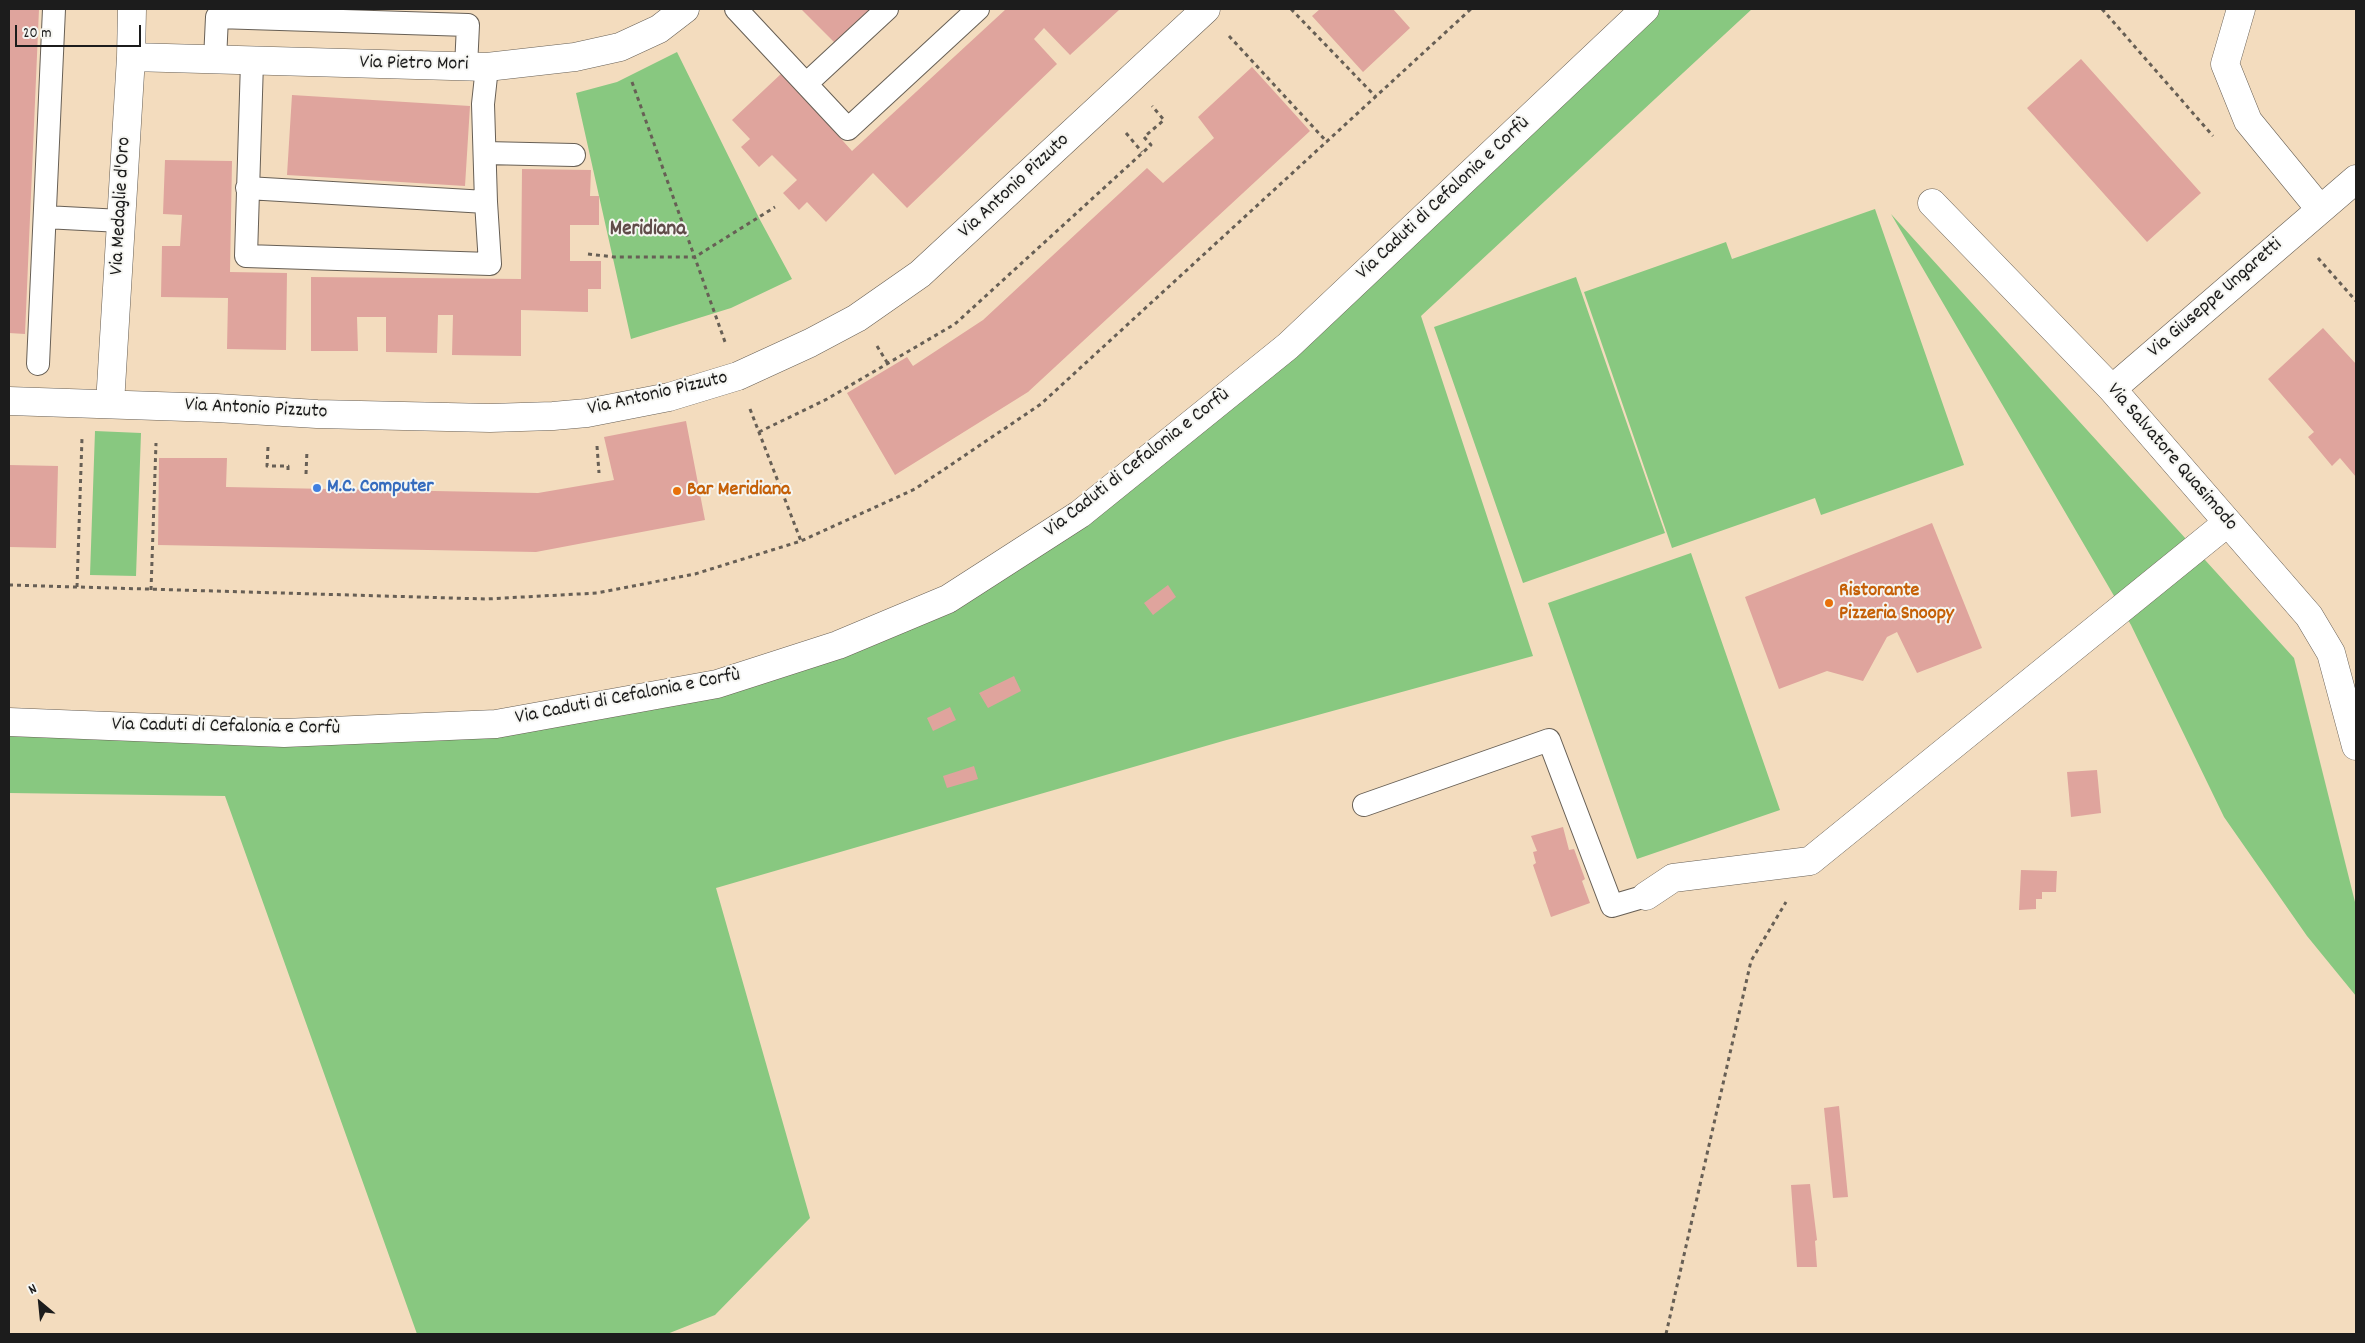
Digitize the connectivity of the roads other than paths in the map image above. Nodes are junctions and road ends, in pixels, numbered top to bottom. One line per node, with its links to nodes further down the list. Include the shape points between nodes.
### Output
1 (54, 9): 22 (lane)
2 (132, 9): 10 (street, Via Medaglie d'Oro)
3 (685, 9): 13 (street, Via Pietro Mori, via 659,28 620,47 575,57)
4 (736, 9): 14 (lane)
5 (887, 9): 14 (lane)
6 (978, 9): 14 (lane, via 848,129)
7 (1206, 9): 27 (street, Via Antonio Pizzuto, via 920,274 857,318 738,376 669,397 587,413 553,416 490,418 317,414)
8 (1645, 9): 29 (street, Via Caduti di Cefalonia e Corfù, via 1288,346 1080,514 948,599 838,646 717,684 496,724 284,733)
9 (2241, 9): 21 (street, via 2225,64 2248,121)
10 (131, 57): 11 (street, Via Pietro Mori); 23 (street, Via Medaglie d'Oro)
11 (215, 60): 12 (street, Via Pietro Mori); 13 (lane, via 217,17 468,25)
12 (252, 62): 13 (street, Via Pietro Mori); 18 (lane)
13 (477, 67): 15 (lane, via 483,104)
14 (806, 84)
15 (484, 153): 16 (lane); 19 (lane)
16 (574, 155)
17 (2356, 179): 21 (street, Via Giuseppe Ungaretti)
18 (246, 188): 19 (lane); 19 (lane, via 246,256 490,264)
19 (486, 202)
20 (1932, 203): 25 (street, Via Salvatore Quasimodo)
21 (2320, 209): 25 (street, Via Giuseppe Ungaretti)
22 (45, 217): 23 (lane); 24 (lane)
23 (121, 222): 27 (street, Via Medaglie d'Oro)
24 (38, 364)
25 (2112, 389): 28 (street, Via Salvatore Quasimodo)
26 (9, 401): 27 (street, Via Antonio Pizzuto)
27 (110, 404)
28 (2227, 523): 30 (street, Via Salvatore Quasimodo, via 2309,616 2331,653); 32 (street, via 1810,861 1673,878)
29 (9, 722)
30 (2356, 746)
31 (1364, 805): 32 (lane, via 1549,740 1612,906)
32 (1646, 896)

● Work to complete
Please print the material exactly as given above, omitting the pictures.

● Worked solution
Digitize the connectivity of the roads other than paths in the map image above. Nodes are junctions and road ends, in pixels, numbered top to bottom. One line per node, with its links to nodes further down the list. Include the shape points between nodes.
### Output
1 (54, 9): 22 (lane)
2 (132, 9): 10 (street, Via Medaglie d'Oro)
3 (685, 9): 13 (street, Via Pietro Mori, via 659,28 620,47 575,57)
4 (736, 9): 14 (lane)
5 (887, 9): 14 (lane)
6 (978, 9): 14 (lane, via 848,129)
7 (1206, 9): 27 (street, Via Antonio Pizzuto, via 920,274 857,318 738,376 669,397 587,413 553,416 490,418 317,414)
8 (1645, 9): 29 (street, Via Caduti di Cefalonia e Corfù, via 1288,346 1080,514 948,599 838,646 717,684 496,724 284,733)
9 (2241, 9): 21 (street, via 2225,64 2248,121)
10 (131, 57): 11 (street, Via Pietro Mori); 23 (street, Via Medaglie d'Oro)
11 (215, 60): 12 (street, Via Pietro Mori); 13 (lane, via 217,17 468,25)
12 (252, 62): 13 (street, Via Pietro Mori); 18 (lane)
13 (477, 67): 15 (lane, via 483,104)
14 (806, 84)
15 (484, 153): 16 (lane); 19 (lane)
16 (574, 155)
17 (2356, 179): 21 (street, Via Giuseppe Ungaretti)
18 (246, 188): 19 (lane); 19 (lane, via 246,256 490,264)
19 (486, 202)
20 (1932, 203): 25 (street, Via Salvatore Quasimodo)
21 (2320, 209): 25 (street, Via Giuseppe Ungaretti)
22 (45, 217): 23 (lane); 24 (lane)
23 (121, 222): 27 (street, Via Medaglie d'Oro)
24 (38, 364)
25 (2112, 389): 28 (street, Via Salvatore Quasimodo)
26 (9, 401): 27 (street, Via Antonio Pizzuto)
27 (110, 404)
28 (2227, 523): 30 (street, Via Salvatore Quasimodo, via 2309,616 2331,653); 32 (street, via 1810,861 1673,878)
29 (9, 722)
30 (2356, 746)
31 (1364, 805): 32 (lane, via 1549,740 1612,906)
32 (1646, 896)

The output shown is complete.